Data for this task:

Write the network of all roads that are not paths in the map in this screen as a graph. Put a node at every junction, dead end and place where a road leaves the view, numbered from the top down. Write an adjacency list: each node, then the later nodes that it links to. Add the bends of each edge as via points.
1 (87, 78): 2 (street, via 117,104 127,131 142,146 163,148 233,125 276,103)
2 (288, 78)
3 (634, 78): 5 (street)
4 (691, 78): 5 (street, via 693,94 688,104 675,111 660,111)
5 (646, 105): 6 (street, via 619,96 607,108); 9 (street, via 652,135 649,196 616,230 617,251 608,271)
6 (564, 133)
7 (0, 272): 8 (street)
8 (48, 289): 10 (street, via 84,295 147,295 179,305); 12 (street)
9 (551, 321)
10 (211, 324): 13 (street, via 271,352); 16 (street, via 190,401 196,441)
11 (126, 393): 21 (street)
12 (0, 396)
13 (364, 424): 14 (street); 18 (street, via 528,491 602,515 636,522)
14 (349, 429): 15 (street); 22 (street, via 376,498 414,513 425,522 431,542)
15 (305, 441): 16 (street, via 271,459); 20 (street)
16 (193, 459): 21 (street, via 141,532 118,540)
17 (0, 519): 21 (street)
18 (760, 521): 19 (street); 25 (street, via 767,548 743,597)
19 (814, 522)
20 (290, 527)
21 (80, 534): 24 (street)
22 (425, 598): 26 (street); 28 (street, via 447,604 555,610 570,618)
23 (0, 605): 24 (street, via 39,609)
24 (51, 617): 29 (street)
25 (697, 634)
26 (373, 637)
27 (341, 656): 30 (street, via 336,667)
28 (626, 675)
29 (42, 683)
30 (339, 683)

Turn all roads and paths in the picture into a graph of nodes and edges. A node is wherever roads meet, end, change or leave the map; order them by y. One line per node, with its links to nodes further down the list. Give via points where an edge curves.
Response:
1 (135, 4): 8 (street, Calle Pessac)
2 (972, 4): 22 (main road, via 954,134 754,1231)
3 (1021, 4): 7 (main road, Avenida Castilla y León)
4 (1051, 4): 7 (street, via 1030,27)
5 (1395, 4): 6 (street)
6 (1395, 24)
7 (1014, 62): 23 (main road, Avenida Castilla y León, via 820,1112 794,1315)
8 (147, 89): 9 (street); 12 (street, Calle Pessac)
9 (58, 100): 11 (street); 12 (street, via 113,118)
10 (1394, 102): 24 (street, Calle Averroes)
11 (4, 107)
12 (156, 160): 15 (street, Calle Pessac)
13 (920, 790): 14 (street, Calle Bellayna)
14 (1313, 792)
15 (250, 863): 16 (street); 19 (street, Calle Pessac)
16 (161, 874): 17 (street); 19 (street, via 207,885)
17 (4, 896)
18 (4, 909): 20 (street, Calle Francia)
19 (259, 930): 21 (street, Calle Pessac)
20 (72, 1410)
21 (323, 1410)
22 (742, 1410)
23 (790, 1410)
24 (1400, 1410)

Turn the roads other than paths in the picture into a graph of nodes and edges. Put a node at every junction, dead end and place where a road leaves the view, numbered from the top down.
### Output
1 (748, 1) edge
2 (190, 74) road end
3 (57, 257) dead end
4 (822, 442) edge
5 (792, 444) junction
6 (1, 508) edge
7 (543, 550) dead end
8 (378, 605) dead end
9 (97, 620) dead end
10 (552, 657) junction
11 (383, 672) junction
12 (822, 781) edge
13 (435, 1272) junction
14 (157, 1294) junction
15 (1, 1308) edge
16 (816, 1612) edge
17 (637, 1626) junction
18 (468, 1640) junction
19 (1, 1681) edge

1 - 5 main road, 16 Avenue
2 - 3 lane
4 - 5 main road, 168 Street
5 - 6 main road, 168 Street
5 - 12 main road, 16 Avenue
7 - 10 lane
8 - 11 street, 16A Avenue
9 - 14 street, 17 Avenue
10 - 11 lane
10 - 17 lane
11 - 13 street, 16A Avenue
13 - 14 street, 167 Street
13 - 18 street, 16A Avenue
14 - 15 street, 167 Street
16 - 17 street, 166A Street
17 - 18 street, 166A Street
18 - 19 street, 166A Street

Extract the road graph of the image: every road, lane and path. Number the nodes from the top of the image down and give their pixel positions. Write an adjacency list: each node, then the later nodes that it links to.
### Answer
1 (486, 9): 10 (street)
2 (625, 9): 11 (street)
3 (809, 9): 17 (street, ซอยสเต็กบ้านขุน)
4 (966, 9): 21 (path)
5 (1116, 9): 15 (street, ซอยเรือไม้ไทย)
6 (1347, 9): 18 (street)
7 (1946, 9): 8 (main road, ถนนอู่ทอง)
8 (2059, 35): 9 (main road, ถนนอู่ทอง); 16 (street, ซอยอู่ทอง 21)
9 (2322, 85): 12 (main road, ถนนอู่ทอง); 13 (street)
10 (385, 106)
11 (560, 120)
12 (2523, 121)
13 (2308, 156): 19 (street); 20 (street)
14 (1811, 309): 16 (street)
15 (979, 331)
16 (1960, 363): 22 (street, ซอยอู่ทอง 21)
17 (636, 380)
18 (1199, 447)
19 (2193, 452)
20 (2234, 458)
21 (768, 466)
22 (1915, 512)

Task item: Every line in the entries above that has the word "edges" should be identified and copied.

Task answer:
Turn all roads and paths in the picture into a graph of nodes and edges. A node is wherever roads meet, end, change or leave the map; order them by y. One line per node, with its links to nodes further down the list. Give via points where an edge curves.
Turn the roads other than paths in the picture into a graph of nodes and edges. Put a node at every junction, dead end and place where a road leaves the view, numbered from the top down.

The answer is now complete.